** EXTRACTED MATERIAL follows **

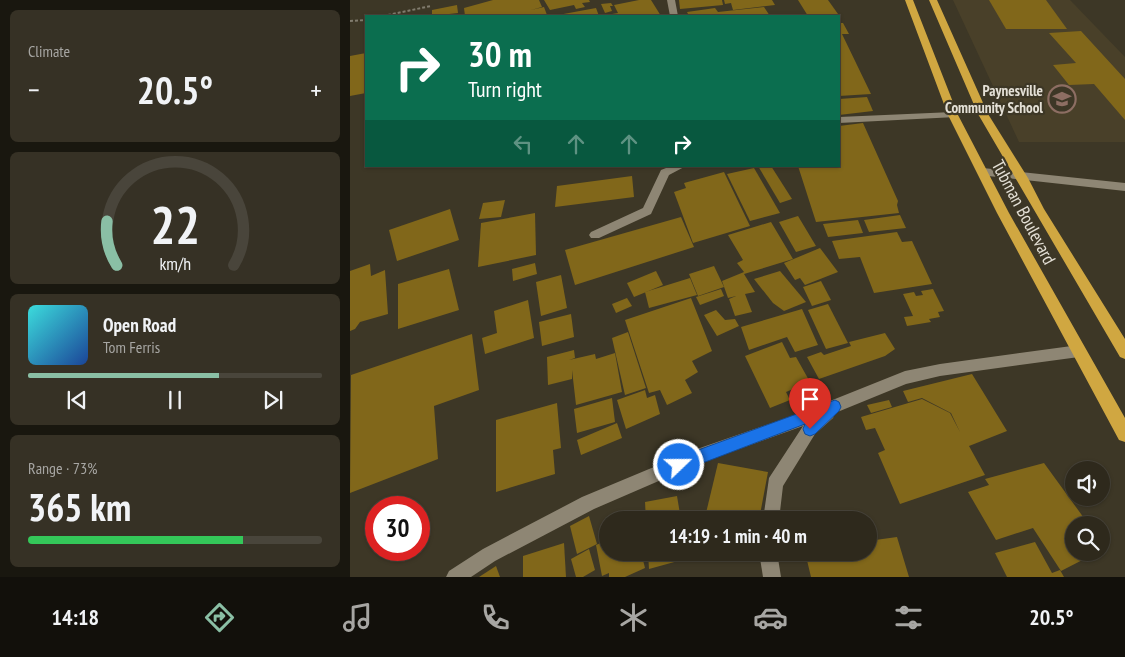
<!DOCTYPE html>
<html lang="en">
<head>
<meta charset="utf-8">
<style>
	body { margin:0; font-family:"PT Sans Narrow",sans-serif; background:#363125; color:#f1f3f6; height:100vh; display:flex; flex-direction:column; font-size:19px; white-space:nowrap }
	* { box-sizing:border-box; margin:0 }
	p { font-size:16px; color:#a7a6a3 }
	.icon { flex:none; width:28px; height:28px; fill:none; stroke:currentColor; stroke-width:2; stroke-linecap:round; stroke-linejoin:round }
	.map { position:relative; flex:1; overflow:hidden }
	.panel { display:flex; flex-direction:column; gap:10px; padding:10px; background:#19170f; width:350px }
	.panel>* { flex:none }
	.top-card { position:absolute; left:15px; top:15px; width:475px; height:152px; border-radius:0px; box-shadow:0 1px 4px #0004,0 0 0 1px #49453b; background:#0b6e4f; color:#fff; overflow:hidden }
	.buttons { position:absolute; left:715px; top:461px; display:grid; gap:10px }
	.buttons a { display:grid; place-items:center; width:45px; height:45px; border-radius:50%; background:#2e291c; box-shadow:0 1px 4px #0004,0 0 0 1px #49453b; font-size:25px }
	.speed { position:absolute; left:15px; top:496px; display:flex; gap:10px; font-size:25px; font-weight:700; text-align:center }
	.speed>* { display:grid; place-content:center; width:65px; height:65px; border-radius:50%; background:#2e291c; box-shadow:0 1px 4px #0004,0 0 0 1px #49453b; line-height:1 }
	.speed .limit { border:8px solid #d22; background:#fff; color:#111 }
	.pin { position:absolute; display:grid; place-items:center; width:42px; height:42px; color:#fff; margin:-51px -21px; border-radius:50% 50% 50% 0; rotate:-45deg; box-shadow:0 0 5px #0007 }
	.pin .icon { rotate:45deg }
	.me { position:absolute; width:55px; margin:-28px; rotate:68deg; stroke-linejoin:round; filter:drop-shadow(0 0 4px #0008) }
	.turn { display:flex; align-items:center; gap:18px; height:105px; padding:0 20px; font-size:22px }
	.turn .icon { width:65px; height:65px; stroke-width:2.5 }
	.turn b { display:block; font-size:35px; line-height:42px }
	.lanes { display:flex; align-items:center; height:48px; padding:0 20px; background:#0003; justify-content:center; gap:25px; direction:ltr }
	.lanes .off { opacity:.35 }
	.big { font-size:38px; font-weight:700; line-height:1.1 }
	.panel .widget { flex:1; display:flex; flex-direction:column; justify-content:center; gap:8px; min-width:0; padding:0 18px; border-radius:8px; background:#363125 }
	.panel .dial { align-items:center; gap:0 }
	.dial svg { height:130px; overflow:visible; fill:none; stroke:#49453b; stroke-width:7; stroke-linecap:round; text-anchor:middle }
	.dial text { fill:#f1f3f6; stroke:none }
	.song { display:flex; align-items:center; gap:15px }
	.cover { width:60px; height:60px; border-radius:8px; background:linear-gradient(135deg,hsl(180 70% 55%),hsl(220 70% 35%)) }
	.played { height:5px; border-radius:2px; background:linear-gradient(90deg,#8abfa5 65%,#49453b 65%) }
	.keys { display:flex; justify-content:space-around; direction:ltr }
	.heat { display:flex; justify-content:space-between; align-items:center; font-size:28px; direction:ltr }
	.charge { height:8px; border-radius:4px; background:linear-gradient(90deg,#34c759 73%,#49453b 0) }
	.trip { position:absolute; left:249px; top:511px; width:278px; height:50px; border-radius:25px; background:#2e291c; box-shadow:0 1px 4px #0004,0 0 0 1px #49453b; font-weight:700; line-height:50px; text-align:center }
	.menu { display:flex; height:80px; justify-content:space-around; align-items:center; background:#12100b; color:#a7a6a3 }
	.menu .icon { width:35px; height:35px }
	.menu .on { color:#8abfa5 }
	.menu b { font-size:22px; color:#f1f3f6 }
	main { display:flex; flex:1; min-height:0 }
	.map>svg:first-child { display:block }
	.built { fill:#494029 }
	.building { fill:#81671a }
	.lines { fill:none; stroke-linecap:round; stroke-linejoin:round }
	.path { stroke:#817c6e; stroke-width:2; stroke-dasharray:3 2; stroke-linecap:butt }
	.minor { fill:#8e8674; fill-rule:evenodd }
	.trunk { fill:#d0a741; fill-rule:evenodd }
	.route { fill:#1a73e8; stroke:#114b97 }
	.labels { text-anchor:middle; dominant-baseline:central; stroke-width:4.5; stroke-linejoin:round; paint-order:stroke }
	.far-poi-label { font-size:15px; font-weight:bold; fill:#e4e0d6; stroke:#3d3726; text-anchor:end }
	.street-label { font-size:18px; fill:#e4e0d6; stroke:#3d3726 }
</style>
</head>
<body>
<main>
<section class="panel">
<div class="widget"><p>Climate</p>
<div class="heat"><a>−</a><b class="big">20.5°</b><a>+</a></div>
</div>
<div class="widget dial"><svg viewBox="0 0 100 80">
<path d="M14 69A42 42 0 1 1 86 69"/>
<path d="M14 69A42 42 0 0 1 8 42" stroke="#8abfa5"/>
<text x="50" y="56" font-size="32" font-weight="700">22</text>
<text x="50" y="72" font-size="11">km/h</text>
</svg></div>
<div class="widget">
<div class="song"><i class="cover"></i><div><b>Open Road</b><p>Tom Ferris</p></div></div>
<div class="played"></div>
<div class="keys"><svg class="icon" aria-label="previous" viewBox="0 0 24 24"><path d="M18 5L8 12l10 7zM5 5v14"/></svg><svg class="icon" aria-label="pause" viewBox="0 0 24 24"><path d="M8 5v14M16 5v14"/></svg><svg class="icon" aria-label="next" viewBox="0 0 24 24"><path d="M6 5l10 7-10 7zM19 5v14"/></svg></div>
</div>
<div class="widget"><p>Range · 73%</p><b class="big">365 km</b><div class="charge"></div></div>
</section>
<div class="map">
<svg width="775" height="577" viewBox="0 0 775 577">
	<rect width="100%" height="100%" fill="#3d3726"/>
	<polygon class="built" points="603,0 720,0 775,57 775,142 669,142"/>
	<g class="building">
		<polygon points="143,0 189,0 192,7 181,10 194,7 197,15 115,16 114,8"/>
		<polygon points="194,0 239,0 240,2 232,3 235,7 226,9 224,5 200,10"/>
		<polygon points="289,0 301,0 311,16 263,16 262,14 268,13 264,5"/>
		<polygon points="329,0 372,0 373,5 330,9"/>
		<polygon points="374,0 422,0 425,5 383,10 381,3 375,4"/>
		<polygon points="448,0 478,0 488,14 458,16"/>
		<polygon points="639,0 696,0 717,29 656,29"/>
		<polygon points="261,3 263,6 260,6 262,11 255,13 251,4"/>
		<polygon points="107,5 108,13 82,16 82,10"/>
		<polygon points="414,7 420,16 339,16 337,12 365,8 368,12"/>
		<polygon points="246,8 249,16 208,16 208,15"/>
		<polygon points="489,23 493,23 499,34 492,34 521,94 489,96"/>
		<polygon points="731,31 775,79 775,120 744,84 719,85 703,65 726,63 699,33"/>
		<polygon points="16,53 16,93 0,96 0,56"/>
		<polygon points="517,97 523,111 489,115 489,99"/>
		<polygon points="513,123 548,201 547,205 549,213 466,222 448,166 489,166 489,126"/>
		<polygon points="408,166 421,166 442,199 430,203"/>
		<polygon points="404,168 430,213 400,221 377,174"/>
		<polygon points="374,172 400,226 343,243 324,192 336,188 334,183"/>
		<polygon points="282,176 284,197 205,207 207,186"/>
		<polygon points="155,200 151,217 129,219 133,203"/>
		<polygon points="100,209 109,240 47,261 39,230"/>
		<polygon points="185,213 186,255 128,267 131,223"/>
		<polygon points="550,215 556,228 519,232 514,220"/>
		<polygon points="448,216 466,246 446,252 429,222"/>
		<polygon points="331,217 344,247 225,285 215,250"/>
		<polygon points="508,220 513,233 478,237 473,224"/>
		<polygon points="421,222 443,259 394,274 405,292 395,294 402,312 385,316 379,299 386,296 378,298 372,281 394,272 387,263 393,260 378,235"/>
		<polygon points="547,232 552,242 562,241 582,284 524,293 510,257 489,259 482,241"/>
		<polygon points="470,248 488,272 455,285 450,278 445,280 434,263"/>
		<polygon points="185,263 187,274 163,281 162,269"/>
		<polygon points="20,264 21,276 35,270 38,314 10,322 5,329 0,331 0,271"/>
		<polygon points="364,266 374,287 348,296 339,274"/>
		<polygon points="99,269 109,310 48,329 48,284"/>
		<polygon points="306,271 313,285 284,297 277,283"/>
		<polygon points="430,271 456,302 434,311 423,303 404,279"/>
		<polygon points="211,275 217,308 191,316 186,282"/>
		<polygon points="340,278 347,295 299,308 295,292"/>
		<polygon points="471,281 481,300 462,306 453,287"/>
		<polygon points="371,289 374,296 350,305 346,297"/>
		<polygon points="583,289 594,311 588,312 590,317 579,319 581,322 557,326 554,317 563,316 553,294 564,292 566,296 573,295 571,291"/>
		<polygon points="277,298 282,306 266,313 262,304"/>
		<polygon points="341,298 362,351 342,361 348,372 335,380 342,393 317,405 310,390 299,393 275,320"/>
		<polygon points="178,300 184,338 135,354 132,338 147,333 144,311"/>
		<polygon points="478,304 498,343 476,349 458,310"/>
		<polygon points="452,309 468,345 445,352 437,337 399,350 391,327"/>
		<polygon points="366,310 375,320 385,319 389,326 367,336 354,315"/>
		<polygon points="221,314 224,337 192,346 189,322"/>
		<polygon points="278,332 296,388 275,395 262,338"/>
		<polygon points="535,333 545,349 535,356 469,379 457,357 471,352 474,355 501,346 499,342"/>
		<polygon points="122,334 129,390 84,406 88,459 0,493 1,375"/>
		<polygon points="432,342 440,358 446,357 460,382 436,392 440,400 420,408 395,356"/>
		<polygon points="224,350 225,358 219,360 245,354 246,359 265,353 272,392 226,405 222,370 222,379 198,385 197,357"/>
		<polygon points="622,374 657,431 619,446 635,475 550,504 528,453 535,450 525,428 516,430 511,417 572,399 600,413 610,432 601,413 572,398 558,402 553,391"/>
		<polygon points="295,390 297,398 305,395 310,414 276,429 267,400"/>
		<polygon points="262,398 265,422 227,433 224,409"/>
		<polygon points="539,400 542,407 521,413 517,405"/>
		<polygon points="207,403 211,448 203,450 205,474 146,492 146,420"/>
		<polygon points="267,423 272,438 231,455 227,440"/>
		<polygon points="368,463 418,472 409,520 376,520 356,513"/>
		<polygon points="694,463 739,525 724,525 724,552 748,552 711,571 683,528 646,540 618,492 639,485 635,479"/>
		<polygon points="327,496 331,520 296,520 295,502"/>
		<polygon points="239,516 247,544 227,554 220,526"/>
		<polygon points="547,537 559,577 461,577 455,552 518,552 518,541"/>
		<polygon points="258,540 258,552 291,552 295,568 275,577 259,577 259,573 252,576 246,545"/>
		<polygon points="685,542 702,573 710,570 714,577 657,577 645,553"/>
		<polygon points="214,543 216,577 173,577 173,556"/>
		<polygon points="239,549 245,570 233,577 226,577 221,559"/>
		<polygon points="298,552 357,552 357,553 299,569"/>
		<polygon points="146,566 150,577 129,577"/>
	</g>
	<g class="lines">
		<g class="path">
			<polyline points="33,16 81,6"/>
			<polyline points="0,21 16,20"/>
		</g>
		<g class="minor">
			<polygon points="317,0 325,0 328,16 320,16"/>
			<polygon points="603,112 606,113 606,117 489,123 489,117"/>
			<polygon points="321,166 336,166 319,175 301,214 249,238 241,238 239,235 241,232 293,208 311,170"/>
			<polygon points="633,168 775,183 775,191 629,175 628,172 629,169"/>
			<polygon points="729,345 734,347 736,351 734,355 729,357 590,376 556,384 485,413 483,418 465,434 433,486 429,520 413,520 419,478 453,426 348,464 244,509 145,561 121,577 96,577 99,571 133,549 232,497 347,449 445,415 555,371 590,364"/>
			<polygon points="409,552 427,552 431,577 413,577"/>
		</g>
		<g class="trunk">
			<polygon points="555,0 563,0 608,115 659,213 775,418 775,442 769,440 647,213 598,115"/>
			<polygon points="579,0 587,0 638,114 678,178 694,209 775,339 775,359 770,357 628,114"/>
		</g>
	</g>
	<polygon class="route" points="485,400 489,402 491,407 489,411 465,434 460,436 455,434 453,429 455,424 329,472 324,470 322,465 324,460 329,457"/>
	<defs>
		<g id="school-ring" transform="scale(1.4375)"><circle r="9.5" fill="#3d3726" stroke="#8d6e63" stroke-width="1.5"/><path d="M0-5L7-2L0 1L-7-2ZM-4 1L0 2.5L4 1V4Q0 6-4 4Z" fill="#8d6e63"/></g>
	</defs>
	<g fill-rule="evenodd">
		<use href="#school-ring" x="712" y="99"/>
	</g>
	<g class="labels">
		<g class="far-poi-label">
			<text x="693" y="90">Paynesville<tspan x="693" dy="17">Community School</tspan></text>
		</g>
		<g class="street-label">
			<text transform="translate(674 212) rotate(62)">Tubman Boulevard</text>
		</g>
	</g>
</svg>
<div class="buttons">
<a><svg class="icon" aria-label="sound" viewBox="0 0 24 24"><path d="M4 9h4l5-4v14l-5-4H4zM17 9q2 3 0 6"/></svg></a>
<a><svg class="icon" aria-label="search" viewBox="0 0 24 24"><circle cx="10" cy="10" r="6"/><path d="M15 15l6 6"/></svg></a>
</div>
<div class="speed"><div class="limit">30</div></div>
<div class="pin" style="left:460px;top:429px;background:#d93025"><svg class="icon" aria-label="arrive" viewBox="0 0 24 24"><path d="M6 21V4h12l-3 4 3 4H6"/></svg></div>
<svg class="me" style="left:329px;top:465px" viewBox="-20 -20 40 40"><circle r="17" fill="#1a73e8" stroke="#fff" stroke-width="3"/><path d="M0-11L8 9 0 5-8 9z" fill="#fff"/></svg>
<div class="trip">14:19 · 1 min · 40 m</div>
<div class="top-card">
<div class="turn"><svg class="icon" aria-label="right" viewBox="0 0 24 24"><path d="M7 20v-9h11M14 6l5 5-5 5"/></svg><div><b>30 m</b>Turn right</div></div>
<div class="lanes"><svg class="icon off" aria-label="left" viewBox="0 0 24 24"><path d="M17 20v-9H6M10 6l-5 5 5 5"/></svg><svg class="icon off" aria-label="ahead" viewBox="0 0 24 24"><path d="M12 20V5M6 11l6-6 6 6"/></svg><svg class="icon off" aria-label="ahead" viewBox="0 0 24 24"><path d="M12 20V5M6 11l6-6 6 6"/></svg><svg class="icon" aria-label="right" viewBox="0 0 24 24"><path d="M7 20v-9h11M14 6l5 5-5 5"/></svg></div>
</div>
</div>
</main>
<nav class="menu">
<b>14:18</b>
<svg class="icon on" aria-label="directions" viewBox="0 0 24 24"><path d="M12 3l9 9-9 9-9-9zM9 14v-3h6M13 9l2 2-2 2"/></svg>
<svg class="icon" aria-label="music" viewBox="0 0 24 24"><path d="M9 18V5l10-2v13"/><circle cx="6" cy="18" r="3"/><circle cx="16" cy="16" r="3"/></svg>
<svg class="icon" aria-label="phone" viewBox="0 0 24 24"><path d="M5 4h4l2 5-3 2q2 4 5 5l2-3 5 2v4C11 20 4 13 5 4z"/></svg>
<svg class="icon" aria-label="climate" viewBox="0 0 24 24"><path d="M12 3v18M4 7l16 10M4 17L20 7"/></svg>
<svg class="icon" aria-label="car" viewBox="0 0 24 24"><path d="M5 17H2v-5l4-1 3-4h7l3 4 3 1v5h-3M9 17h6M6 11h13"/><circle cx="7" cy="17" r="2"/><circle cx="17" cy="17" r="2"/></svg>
<svg class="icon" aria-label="filters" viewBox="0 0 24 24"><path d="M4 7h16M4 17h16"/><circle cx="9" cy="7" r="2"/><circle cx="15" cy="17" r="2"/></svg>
<b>20.5°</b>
</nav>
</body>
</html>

** End of EXTRACTED MATERIAL **

Would you show every line in the data above that contains the string "card"?

| OUTPUT OF THE TASK |
	.top-card { position:absolute; left:15px; top:15px; width:475px; height:152px; border-radius:0px; box-shadow:0 1px 4px #0004,0 0 0 1px #49453b; background:#0b6e4f; color:#fff; overflow:hidden }
<div class="top-card">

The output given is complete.